Sejak resesi besar pada 2007-2009, bank sentral utama dunia masih menahan bunga pada tingkat yang sangat rendah, mendekati nol persen. Bahkan, di Amerika Serikat, setelah The Fed menaikkan beberapa kali tingkat bunganya, tingkat bunga jangka pendek tetap di bawah 1 persen serta tingkat bunga jangka panjang dan obligasi pemerintah juga sama rendahnya. Sampai sekarang bank sentral utama dunia masih menopang pasar uang dunia dengan membeli obligasi dalam jumlah yang masih masif dan tetap menahannya sebagai aset utama sehingga tingkat bunga masih bertahan sangat rendah.

Mengapa ekonomi global perlu dibantu dengan kebijakan moneter yang sangat longgar dan mengapa begitu lama?

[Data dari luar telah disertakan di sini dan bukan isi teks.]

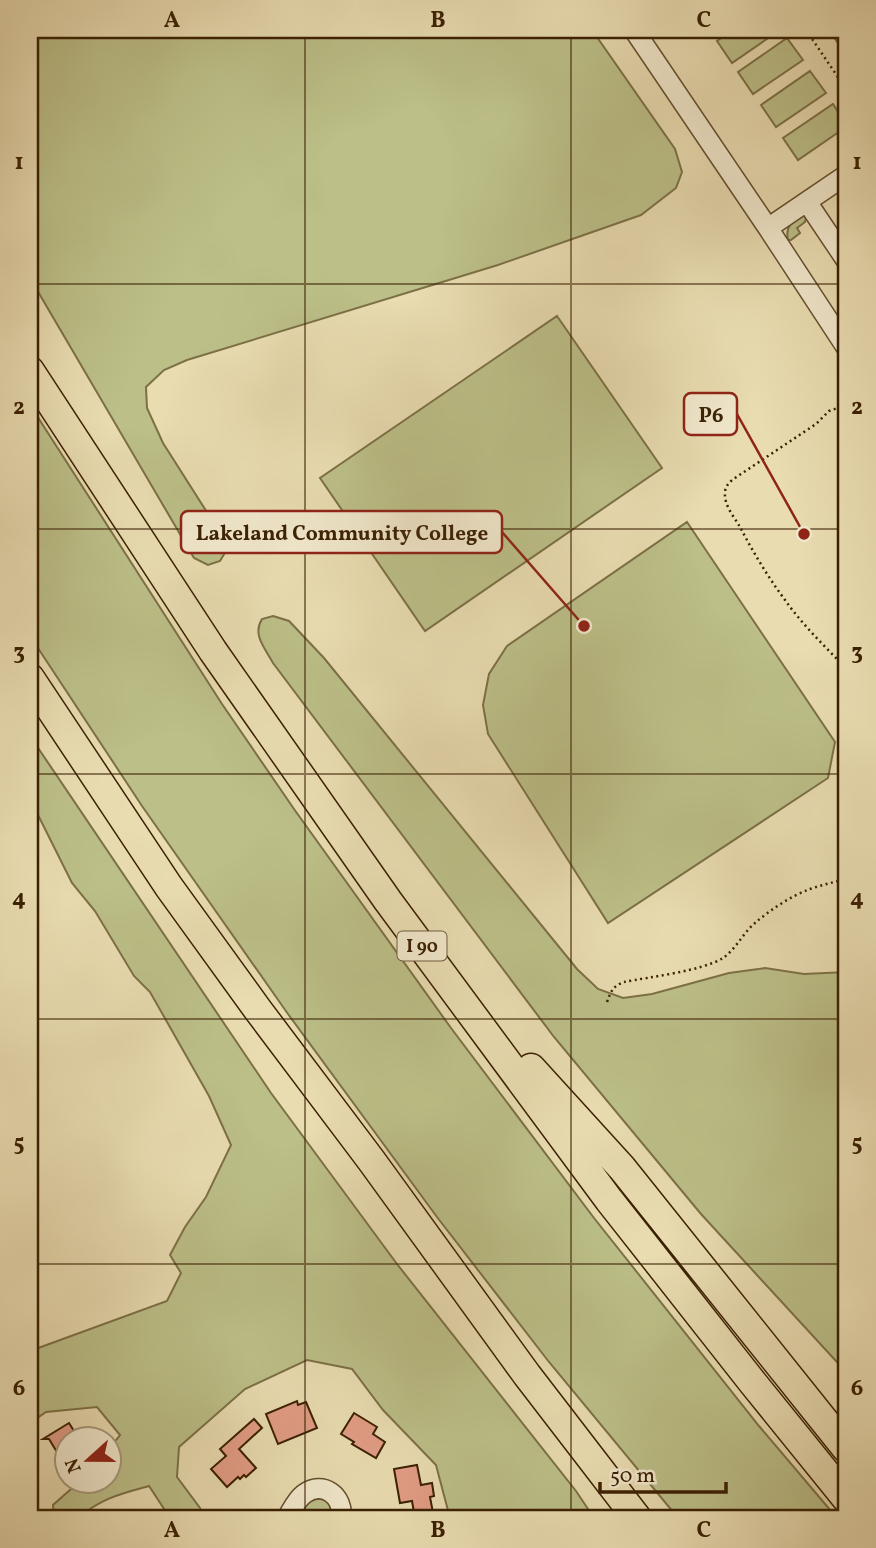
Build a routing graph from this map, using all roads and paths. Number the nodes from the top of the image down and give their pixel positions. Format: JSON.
{"nodes":[{"id":1,"x":634,"y":30,"type":"edge"},
{"id":2,"x":806,"y":30,"type":"edge"},
{"id":3,"x":846,"y":89,"type":"edge"},
{"id":4,"x":846,"y":175,"type":"edge"},
{"id":5,"x":811,"y":207,"type":"junction"},
{"id":6,"x":768,"y":228,"type":"junction"},
{"id":7,"x":846,"y":260,"type":"edge"},
{"id":8,"x":846,"y":346,"type":"edge"},
{"id":9,"x":30,"y":371,"type":"edge"},
{"id":10,"x":846,"y":405,"type":"edge"},
{"id":11,"x":846,"y":668,"type":"edge"},
{"id":12,"x":30,"y":678,"type":"edge"},
{"id":13,"x":846,"y":879,"type":"edge"},
{"id":14,"x":432,"y":960,"type":"junction"},
{"id":15,"x":607,"y":1002,"type":"dead end"},
{"id":16,"x":527,"y":1375,"type":"junction"},
{"id":17,"x":846,"y":1448,"type":"edge"},
{"id":18,"x":846,"y":1498,"type":"edge"},
{"id":19,"x":287,"y":1518,"type":"edge"},
{"id":20,"x":341,"y":1518,"type":"edge"},
{"id":21,"x":636,"y":1518,"type":"edge"},
{"id":22,"x":648,"y":1518,"type":"edge"}],
"edges":[{"from":1,"to":6,"type":"street"},
{"from":2,"to":3,"type":"path"},
{"from":4,"to":5,"type":"street"},
{"from":5,"to":6,"type":"street"},
{"from":5,"to":7,"type":"street"},
{"from":6,"to":8,"type":"street"},
{"from":9,"to":14,"type":"highway","number":"I 90"},
{"from":10,"to":11,"type":"path"},
{"from":12,"to":16,"type":"highway"},
{"from":13,"to":15,"type":"path"},
{"from":14,"to":17,"type":"highway"},
{"from":14,"to":18,"type":"highway","number":"I 90"},
{"from":16,"to":21,"type":"highway"},
{"from":16,"to":22,"type":"highway"},
{"from":19,"to":20,"type":"street"}]}
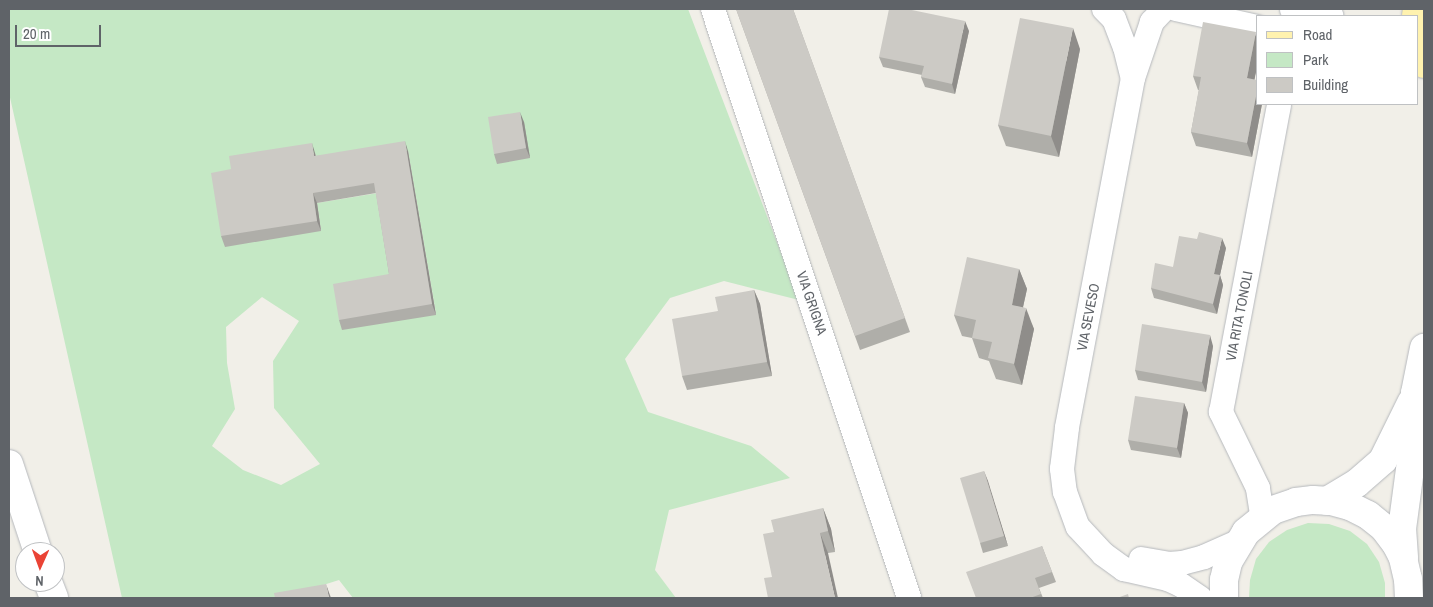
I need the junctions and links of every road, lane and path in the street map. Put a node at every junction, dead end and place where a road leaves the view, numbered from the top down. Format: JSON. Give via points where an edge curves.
{"nodes":[{"id":1,"x":712,"y":9,"type":"edge"},
{"id":2,"x":1104,"y":9,"type":"edge"},
{"id":3,"x":1164,"y":9,"type":"edge"},
{"id":4,"x":1176,"y":9,"type":"edge"},
{"id":5,"x":1294,"y":9,"type":"edge"},
{"id":6,"x":1324,"y":15,"type":"edge"},
{"id":7,"x":1256,"y":27,"type":"edge"},
{"id":8,"x":1133,"y":78,"type":"junction"},
{"id":9,"x":1279,"y":105,"type":"edge"},
{"id":10,"x":1421,"y":370,"type":"edge"},
{"id":11,"x":9,"y":464,"type":"edge"},
{"id":12,"x":1327,"y":500,"type":"junction"},
{"id":13,"x":1259,"y":520,"type":"junction"},
{"id":14,"x":35,"y":542,"type":"edge"},
{"id":15,"x":1238,"y":542,"type":"junction"},
{"id":16,"x":1096,"y":548,"type":"junction"},
{"id":17,"x":1406,"y":569,"type":"junction"},
{"id":18,"x":909,"y":598,"type":"edge"},
{"id":19,"x":1200,"y":598,"type":"edge"},
{"id":20,"x":1224,"y":598,"type":"edge"},
{"id":21,"x":1409,"y":598,"type":"edge"}],
"edges":[{"from":1,"to":18,"type":"street","name":"VIA GRIGNA"},
{"from":2,"to":8,"type":"street","name":"VIA SEVESO","via":[[1114,19]]},
{"from":3,"to":8,"type":"street","name":"VIA SEVESO","via":[[1152,22]]},
{"from":4,"to":7,"type":"street"},
{"from":5,"to":6,"type":"street"},
{"from":8,"to":16,"type":"street","name":"VIA SEVESO","via":[[1063,454],[1068,504],[1078,527]]},
{"from":9,"to":13,"type":"street","name":"VIA RITA TONOLI","via":[[1221,412],[1258,488],[1262,514]]},
{"from":10,"to":12,"type":"street","via":[[1382,460],[1357,483]]},
{"from":10,"to":17,"type":"street","via":[[1402,529]]},
{"from":11,"to":14,"type":"street"},
{"from":12,"to":13,"type":"street","via":[[1294,502]]},
{"from":12,"to":17,"type":"street","via":[[1357,509],[1375,521],[1396,544]]},
{"from":13,"to":15,"type":"street"},
{"from":15,"to":16,"type":"street","via":[[1193,561],[1169,564]]},
{"from":15,"to":20,"type":"street","via":[[1226,570]]},
{"from":16,"to":19,"type":"street","name":"VIA SEVESO","via":[[1124,569],[1168,579]]},
{"from":17,"to":21,"type":"street"}]}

Kalau jawabannya akibat dari resesi besar yang terjadi pada rentang waktu 2007-2009, argumen itu sangat menyederhanakan penyebab utamanya.

Tingkat bunga jangka panjang riil tidak mencapai titik terendah dalam rentang waktu 2007-2009. Kalau data imbal hasil (yield) obligasi pemerintah AS tenor sepuluh tahun dibentangkan dalam rentang waktu 35 tahun, di situ terlihat tren menurun, termasuk selama masa resesi besar tersebut. Imbal hasil obligasi pemerintah AS itu adalah 3,5 persen pada 2009, yaitu pada akhir resesi. Sekarang yield tersebut hanya berkisar 2 persen.

Hal yang sama terjadi pada tingkat bunga riil. Selama resesi besar, imbal hasil sekuritas riil AS tenor sepuluh tahun (TIPS) mencapai hampir 3 persen pada titik tertentu dan berada di sekitar 2 persen pada pengujung resesi. Sejak itu, imbal hasil TIPS terus menurun dan tetap rendah, mencapai 0,5 persen pada Mei 2017.

Fakta bahwa masyarakat mau menyimpan dananya selama 10 tahun (dalam jangka panjang) dengan tingkat bunga maupun imbal hasil yang begitu rendah menunjukkan bahwa terdapat kecenderungan pesimistis terhadap perkembangan perekonomian global jangka panjang. Ini merupakan pembenaran nyata terhadap pandangan adanya secular stagnation, kondisi melemahnya ekonomi global yang berkepanjangan. Istilah tersebut dipopulerkan Menteri Keuangan AS Lawrence Summers dalam pidatonya di IMF pada November 2013. Kemudian, ekonom Paul Krugman menulis di New York Times tentang tema tersebut, sehingga istilah itu menjadi populer.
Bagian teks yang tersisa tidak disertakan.